▶ **Task objective**
The records are to be repeated in full. Every line must match.

(Bounding box coordinate data)

*** Begin section ***

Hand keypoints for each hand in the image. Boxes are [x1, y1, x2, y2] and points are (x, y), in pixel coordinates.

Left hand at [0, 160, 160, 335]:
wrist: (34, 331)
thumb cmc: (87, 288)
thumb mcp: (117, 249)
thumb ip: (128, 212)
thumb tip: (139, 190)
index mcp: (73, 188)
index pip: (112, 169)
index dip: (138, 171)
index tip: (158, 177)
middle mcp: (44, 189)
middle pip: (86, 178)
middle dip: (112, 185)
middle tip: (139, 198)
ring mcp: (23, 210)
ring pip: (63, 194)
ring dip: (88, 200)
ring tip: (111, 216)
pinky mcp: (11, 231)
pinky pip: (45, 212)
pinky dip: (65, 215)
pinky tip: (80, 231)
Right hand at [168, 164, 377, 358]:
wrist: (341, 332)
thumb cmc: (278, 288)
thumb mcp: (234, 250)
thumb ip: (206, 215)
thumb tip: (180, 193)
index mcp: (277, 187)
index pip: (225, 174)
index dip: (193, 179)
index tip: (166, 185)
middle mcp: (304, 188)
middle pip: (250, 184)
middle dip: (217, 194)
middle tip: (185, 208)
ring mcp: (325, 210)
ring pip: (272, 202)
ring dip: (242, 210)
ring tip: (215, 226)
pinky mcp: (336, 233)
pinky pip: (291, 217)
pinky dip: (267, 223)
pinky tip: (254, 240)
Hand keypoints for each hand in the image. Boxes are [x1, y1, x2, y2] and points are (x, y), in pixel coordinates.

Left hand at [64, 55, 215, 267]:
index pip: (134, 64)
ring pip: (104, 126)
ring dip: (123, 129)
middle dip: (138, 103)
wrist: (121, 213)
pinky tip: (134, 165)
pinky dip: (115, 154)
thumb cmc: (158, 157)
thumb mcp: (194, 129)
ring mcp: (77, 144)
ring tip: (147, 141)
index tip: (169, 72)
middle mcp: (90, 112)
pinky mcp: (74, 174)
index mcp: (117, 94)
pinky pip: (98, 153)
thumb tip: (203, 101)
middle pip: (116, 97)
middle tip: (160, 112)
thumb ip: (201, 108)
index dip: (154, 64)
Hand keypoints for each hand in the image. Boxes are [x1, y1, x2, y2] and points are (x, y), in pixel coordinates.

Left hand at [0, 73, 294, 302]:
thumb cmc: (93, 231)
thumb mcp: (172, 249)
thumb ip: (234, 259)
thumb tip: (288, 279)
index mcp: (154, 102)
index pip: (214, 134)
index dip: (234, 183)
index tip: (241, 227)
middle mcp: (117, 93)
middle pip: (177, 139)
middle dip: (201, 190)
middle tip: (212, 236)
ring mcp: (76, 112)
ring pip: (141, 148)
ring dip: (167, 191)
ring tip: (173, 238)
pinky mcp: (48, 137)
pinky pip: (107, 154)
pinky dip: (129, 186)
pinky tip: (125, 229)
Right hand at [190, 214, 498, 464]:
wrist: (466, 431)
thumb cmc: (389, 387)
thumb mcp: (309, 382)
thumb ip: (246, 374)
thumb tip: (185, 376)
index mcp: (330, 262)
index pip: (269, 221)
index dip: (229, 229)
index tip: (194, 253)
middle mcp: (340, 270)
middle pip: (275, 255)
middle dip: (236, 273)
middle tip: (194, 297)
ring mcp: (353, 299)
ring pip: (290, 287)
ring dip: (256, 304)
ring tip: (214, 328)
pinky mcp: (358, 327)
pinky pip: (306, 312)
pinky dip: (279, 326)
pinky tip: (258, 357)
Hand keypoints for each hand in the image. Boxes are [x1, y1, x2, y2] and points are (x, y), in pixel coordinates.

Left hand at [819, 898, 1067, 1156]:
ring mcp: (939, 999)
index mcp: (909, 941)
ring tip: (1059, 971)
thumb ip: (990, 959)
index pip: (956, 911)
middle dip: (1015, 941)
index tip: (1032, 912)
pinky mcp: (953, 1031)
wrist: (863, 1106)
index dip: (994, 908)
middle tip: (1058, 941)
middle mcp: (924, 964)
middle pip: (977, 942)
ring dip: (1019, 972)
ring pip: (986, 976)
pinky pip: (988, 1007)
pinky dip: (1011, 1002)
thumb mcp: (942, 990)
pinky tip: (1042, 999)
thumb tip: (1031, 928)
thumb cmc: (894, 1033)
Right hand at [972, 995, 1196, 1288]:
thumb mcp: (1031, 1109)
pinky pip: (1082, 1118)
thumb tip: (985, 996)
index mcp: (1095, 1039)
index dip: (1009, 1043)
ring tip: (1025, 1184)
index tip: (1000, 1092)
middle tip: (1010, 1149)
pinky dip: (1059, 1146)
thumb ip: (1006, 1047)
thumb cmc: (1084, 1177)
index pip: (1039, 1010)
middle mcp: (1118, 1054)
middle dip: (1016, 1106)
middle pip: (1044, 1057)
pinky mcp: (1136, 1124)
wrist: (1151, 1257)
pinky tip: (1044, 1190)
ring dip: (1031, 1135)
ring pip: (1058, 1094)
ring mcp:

*** End section ***

▶ **Answer to this task**
Hand keypoints for each hand in the image. Boxes are [x1, y1, x2, y2] and points are (x, y), in pixel coordinates.

Left hand at [0, 160, 160, 335]:
wrist: (34, 331)
thumb cmc: (87, 288)
thumb mcp: (117, 249)
thumb ip: (128, 212)
thumb tip: (139, 190)
index mcp: (73, 188)
index pip: (112, 169)
index dip: (138, 171)
index tip: (158, 177)
middle mcp: (44, 189)
middle pip: (86, 178)
middle dip: (112, 185)
middle tip: (139, 198)
ring mcp: (23, 210)
ring pip: (63, 194)
ring dip: (88, 200)
ring tip: (111, 216)
pinky mcp: (11, 231)
pinky pip: (45, 212)
pinky dip: (65, 215)
pinky tip: (80, 231)
Right hand at [168, 164, 377, 358]:
wrist: (341, 332)
thumb cmc: (278, 288)
thumb mcp: (234, 250)
thumb ip: (206, 215)
thumb tip: (180, 193)
index mcp: (277, 187)
index pip: (225, 174)
index dip: (193, 179)
index tip: (166, 185)
middle mcp: (304, 188)
middle pip: (250, 184)
middle dip: (217, 194)
middle tip: (185, 208)
ring mcp: (325, 210)
ring pip: (272, 202)
ring dip: (242, 210)
ring tip: (215, 226)
pinky mcp: (336, 233)
pinky pip: (291, 217)
pinky dip: (267, 223)
pinky tip: (254, 240)
Hand keypoints for each hand in the image. Boxes are [x1, y1, x2, y2] and points are (x, y), in pixel coordinates.

Left hand at [64, 55, 215, 267]:
index pip: (134, 64)
ring pip: (104, 126)
ring dip: (123, 129)
middle dip: (138, 103)
wrist: (121, 213)
pinky tip: (134, 165)
pinky dip: (115, 154)
thumb cmc: (158, 157)
thumb mcp: (194, 129)
ring mcp: (77, 144)
ring tip: (147, 141)
index tip: (169, 72)
middle mcp: (90, 112)
pinky mcp: (74, 174)
index mcp: (117, 94)
pinky pip: (98, 153)
thumb tip: (203, 101)
middle pip: (116, 97)
middle tip: (160, 112)
thumb ip: (201, 108)
index dip: (154, 64)
Hand keypoints for each hand in the image. Boxes are [x1, y1, x2, y2] and points are (x, y), in pixel coordinates.

Left hand at [0, 73, 294, 302]:
thumb cmc: (93, 231)
thumb mcp: (172, 249)
thumb ip: (234, 259)
thumb tip: (288, 279)
index mcp: (154, 102)
index pip: (214, 134)
index dip: (234, 183)
index tip: (241, 227)
middle mcp: (117, 93)
middle pip: (177, 139)
middle dip: (201, 190)
middle tip: (212, 236)
ring mcp: (76, 112)
ring pip: (141, 148)
ring dip: (167, 191)
ring tip: (173, 238)
pinky mcp: (48, 137)
pinky pip: (107, 154)
pinky dip: (129, 186)
pinky tip: (125, 229)
Right hand at [190, 214, 498, 464]:
wrist: (466, 431)
thumb cmc: (389, 387)
thumb mcp: (309, 382)
thumb ip: (246, 374)
thumb tip: (185, 376)
index mcp: (330, 262)
index pip: (269, 221)
index dip: (229, 229)
index tip: (194, 253)
middle mcp: (340, 270)
middle pip: (275, 255)
middle dip: (236, 273)
middle tip: (194, 297)
ring mcp: (353, 299)
ring pip: (290, 287)
ring dip: (256, 304)
ring tip: (214, 328)
pinky mcp: (358, 327)
pinky pip: (306, 312)
pinky dip: (279, 326)
pinky tip: (258, 357)
Hand keypoints for each hand in the image. Boxes are [x1, y1, x2, y2] and points are (x, y), in pixel coordinates.

Left hand at [819, 898, 1067, 1156]:
ring mcp: (939, 999)
index mcp: (909, 941)
ring tip: (1059, 971)
thumb ip: (990, 959)
index pip: (956, 911)
middle dip: (1015, 941)
index tip: (1032, 912)
pinky mcp: (953, 1031)
wrist: (863, 1106)
index dip: (994, 908)
middle tip: (1058, 941)
middle mcp: (924, 964)
middle pip: (977, 942)
ring dip: (1019, 972)
ring pip: (986, 976)
pinky pip: (988, 1007)
pinky dip: (1011, 1002)
thumb mcp: (942, 990)
pinky tip: (1042, 999)
thumb tip: (1031, 928)
thumb cmc: (894, 1033)
Right hand at [972, 995, 1196, 1288]:
thumb mcp: (1031, 1109)
pinky pip: (1082, 1118)
thumb tip: (985, 996)
index mcp: (1095, 1039)
index dip: (1009, 1043)
ring tip: (1025, 1184)
index tip: (1000, 1092)
middle tip: (1010, 1149)
pinky dip: (1059, 1146)
thumb ip: (1006, 1047)
thumb cmc: (1084, 1177)
index pip: (1039, 1010)
middle mcp: (1118, 1054)
middle dip: (1016, 1106)
middle pip: (1044, 1057)
pinky mcp: (1136, 1124)
wrist: (1151, 1257)
pinky tip: (1044, 1190)
ring dip: (1031, 1135)
ring pip: (1058, 1094)
ring mcp:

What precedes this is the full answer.